▶ [EXERCISE] Please report how many lines in the records below contain the word "Right", giving only that number.

[Human pose keypoint data]
*-*-*

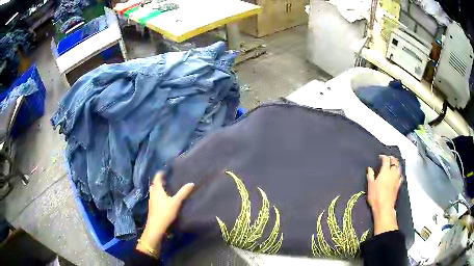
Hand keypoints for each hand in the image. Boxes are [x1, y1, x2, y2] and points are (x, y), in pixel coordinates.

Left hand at [137, 171, 193, 257]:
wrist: (156, 226)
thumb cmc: (165, 212)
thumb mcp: (176, 202)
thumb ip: (183, 192)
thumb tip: (191, 183)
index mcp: (157, 189)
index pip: (158, 177)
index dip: (161, 173)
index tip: (166, 170)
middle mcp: (152, 192)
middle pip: (155, 183)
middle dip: (160, 180)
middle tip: (167, 178)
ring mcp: (151, 199)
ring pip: (154, 190)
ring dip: (159, 187)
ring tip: (166, 187)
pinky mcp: (152, 206)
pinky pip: (154, 196)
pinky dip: (158, 193)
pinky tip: (163, 198)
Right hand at [367, 155, 402, 234]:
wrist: (384, 207)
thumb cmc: (376, 196)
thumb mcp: (370, 185)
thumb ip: (370, 175)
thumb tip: (369, 168)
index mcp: (385, 171)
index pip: (386, 160)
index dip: (383, 157)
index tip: (380, 157)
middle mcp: (392, 173)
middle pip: (394, 161)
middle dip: (391, 158)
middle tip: (388, 158)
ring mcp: (397, 179)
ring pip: (399, 167)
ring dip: (396, 164)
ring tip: (394, 164)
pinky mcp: (398, 185)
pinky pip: (401, 176)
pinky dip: (399, 173)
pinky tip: (398, 174)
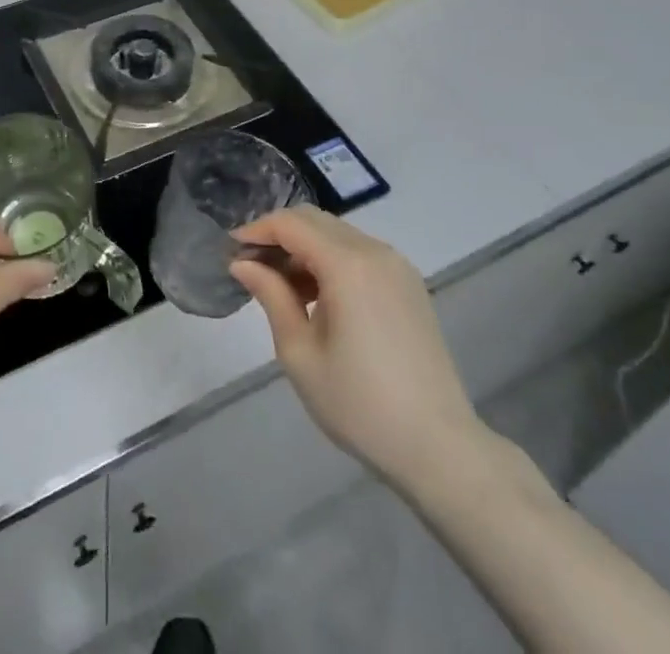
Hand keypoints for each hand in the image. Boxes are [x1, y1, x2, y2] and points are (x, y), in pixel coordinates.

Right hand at [231, 206, 483, 486]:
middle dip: (278, 235)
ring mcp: (396, 266)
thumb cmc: (359, 404)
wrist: (439, 448)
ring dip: (304, 248)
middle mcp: (374, 251)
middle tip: (251, 266)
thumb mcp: (300, 353)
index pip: (291, 224)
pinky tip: (318, 297)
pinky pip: (359, 254)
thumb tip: (242, 263)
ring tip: (281, 286)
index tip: (231, 250)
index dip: (257, 230)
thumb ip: (271, 296)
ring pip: (337, 235)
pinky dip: (331, 261)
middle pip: (315, 221)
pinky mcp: (408, 284)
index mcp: (347, 264)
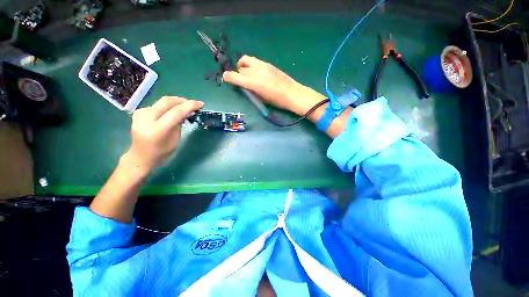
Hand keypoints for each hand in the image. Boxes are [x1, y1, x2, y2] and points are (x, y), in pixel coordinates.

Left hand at [125, 96, 203, 172]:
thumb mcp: (175, 139)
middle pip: (167, 101)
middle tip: (193, 104)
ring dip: (176, 103)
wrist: (140, 156)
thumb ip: (180, 123)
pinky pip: (157, 105)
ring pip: (162, 102)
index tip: (201, 104)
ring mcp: (140, 113)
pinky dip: (168, 106)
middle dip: (182, 101)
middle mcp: (146, 118)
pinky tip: (173, 111)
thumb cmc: (161, 152)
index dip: (190, 106)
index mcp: (157, 129)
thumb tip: (188, 112)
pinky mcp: (139, 112)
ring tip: (185, 108)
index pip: (176, 112)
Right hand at [222, 55, 324, 115]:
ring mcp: (262, 65)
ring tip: (246, 73)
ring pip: (246, 60)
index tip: (226, 78)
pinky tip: (256, 72)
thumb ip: (250, 90)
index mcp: (253, 83)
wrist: (292, 93)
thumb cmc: (276, 101)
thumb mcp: (261, 98)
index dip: (228, 77)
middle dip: (238, 73)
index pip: (234, 76)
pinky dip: (251, 65)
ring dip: (243, 66)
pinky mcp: (268, 64)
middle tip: (241, 80)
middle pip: (240, 68)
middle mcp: (256, 71)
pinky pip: (254, 61)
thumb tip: (244, 85)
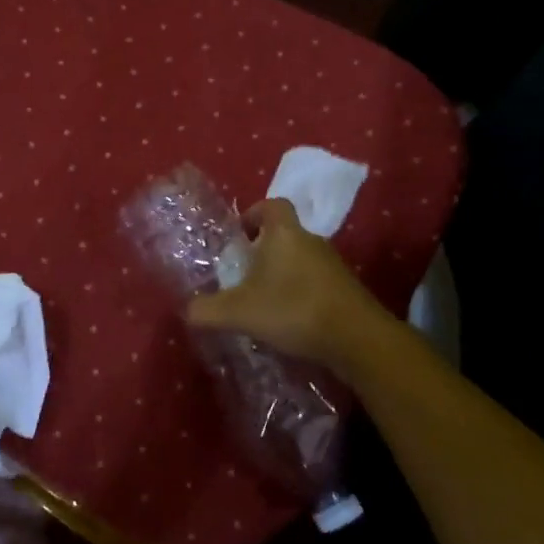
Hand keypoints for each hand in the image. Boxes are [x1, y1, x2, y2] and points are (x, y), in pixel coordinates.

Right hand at [186, 198, 387, 374]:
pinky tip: (288, 319)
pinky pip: (315, 282)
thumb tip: (187, 310)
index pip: (271, 205)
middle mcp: (310, 241)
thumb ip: (208, 310)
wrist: (357, 338)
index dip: (253, 214)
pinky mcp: (345, 289)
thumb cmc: (294, 310)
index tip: (239, 235)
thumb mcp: (240, 312)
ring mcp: (332, 265)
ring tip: (263, 300)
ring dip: (282, 274)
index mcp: (284, 234)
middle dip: (263, 250)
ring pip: (300, 259)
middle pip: (284, 234)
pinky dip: (300, 293)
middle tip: (242, 273)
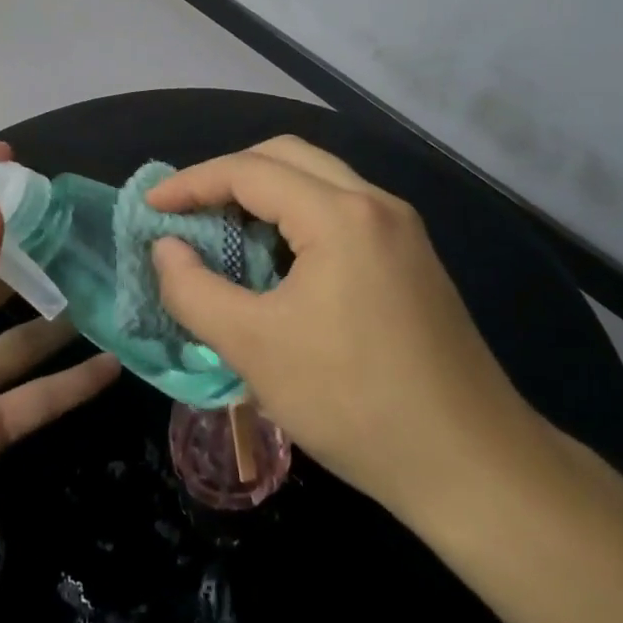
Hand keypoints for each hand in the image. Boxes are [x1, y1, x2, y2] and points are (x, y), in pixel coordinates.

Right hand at [148, 136, 547, 524]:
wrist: (471, 464)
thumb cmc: (353, 401)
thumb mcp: (255, 348)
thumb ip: (195, 291)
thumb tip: (166, 250)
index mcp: (340, 214)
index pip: (250, 171)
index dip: (192, 183)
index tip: (151, 206)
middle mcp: (376, 204)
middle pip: (288, 157)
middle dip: (229, 176)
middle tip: (188, 212)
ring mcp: (401, 230)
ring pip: (319, 182)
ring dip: (265, 196)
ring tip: (223, 233)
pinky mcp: (412, 260)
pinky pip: (342, 213)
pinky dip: (297, 220)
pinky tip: (277, 261)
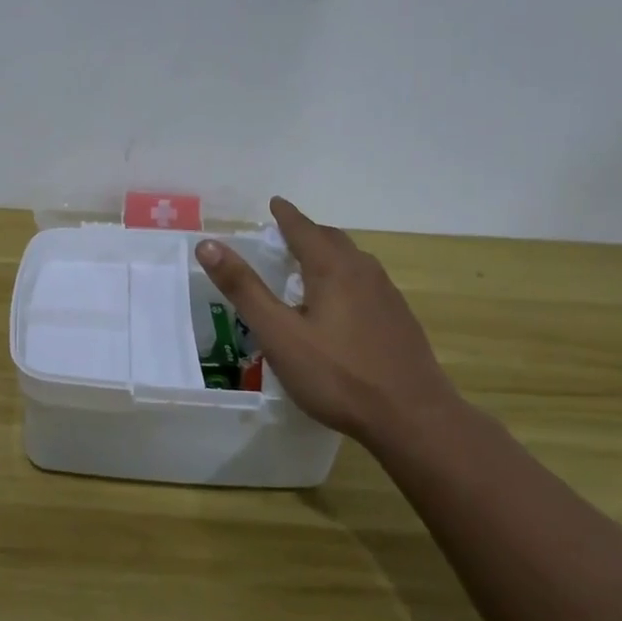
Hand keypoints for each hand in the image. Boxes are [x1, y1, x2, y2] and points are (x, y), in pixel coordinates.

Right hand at [197, 198, 459, 450]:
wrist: (412, 417)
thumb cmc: (337, 375)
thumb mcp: (278, 334)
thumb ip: (244, 289)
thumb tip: (208, 245)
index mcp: (332, 268)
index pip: (304, 228)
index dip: (285, 215)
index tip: (274, 203)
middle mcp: (364, 271)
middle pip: (332, 240)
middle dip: (307, 232)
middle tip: (285, 235)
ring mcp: (387, 295)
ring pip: (353, 261)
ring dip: (329, 254)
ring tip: (309, 266)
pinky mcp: (400, 320)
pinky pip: (367, 283)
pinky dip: (345, 278)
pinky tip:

*-*-*

▶ [RESULT] 6